The week was exhausting. Studying French tired my brain (although, up until this point, most of the material hasn't been new to me). We went to the market and I inwardly swore off meat a hundred times. Crowded buses passed by, people staring at my white face - which of course, is impossible to hide. Children pressed up against the car, begging for money. Others who were handicapped sat by the side of the road, also begging. I felt both miserable and helpless.
I can barely say more than "Bon jour" to people I see. I don't know how to get around on my own.
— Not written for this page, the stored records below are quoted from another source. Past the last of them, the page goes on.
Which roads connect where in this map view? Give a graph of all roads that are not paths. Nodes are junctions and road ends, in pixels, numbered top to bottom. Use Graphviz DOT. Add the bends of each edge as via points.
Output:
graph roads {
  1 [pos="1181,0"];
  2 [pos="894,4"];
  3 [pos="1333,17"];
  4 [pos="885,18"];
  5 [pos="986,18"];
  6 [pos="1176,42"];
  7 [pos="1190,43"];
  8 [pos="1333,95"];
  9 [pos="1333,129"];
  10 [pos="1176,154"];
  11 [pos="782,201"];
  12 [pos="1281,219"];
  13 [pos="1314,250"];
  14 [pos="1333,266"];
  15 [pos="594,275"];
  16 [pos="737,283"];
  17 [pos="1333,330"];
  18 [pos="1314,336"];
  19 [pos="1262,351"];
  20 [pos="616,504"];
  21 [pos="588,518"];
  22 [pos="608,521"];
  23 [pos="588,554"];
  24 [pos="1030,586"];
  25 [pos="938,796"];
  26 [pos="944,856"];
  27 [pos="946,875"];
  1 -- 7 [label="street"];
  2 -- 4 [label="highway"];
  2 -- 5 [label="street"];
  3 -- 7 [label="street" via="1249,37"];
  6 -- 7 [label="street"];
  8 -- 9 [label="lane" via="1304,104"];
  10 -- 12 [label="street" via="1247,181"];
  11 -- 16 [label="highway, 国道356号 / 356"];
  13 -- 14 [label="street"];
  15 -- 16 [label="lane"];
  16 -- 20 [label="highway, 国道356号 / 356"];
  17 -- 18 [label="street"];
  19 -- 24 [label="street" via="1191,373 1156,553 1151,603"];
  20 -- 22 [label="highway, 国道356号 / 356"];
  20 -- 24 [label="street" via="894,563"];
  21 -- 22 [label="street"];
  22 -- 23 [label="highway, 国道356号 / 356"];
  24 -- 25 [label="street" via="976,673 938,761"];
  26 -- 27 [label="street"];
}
Things I was confident in doing back home are suddenly irrelevant and even some basics might need to be re-learned in this new environment. (Shopping, for example.)
I will not try to paint the picture in all rosy hues for you - or myself - because to do so would be to leave out the other colors God may choose to use. They may be gray. They may be dark. He sees the whole picture, and I do not.
Not yet.
He didn't promise His children ease or comfort or everything going the way we like. He did promise His constant presence and His completely sufficient grace.
And He is more than just the God of might and power and knowledge. He is the God of comfort, a safe place to run to, no matter what.
He is the same God who fed the Israelites in the middle of the desert, for forty years. One day at a time.
He will always be enough for today.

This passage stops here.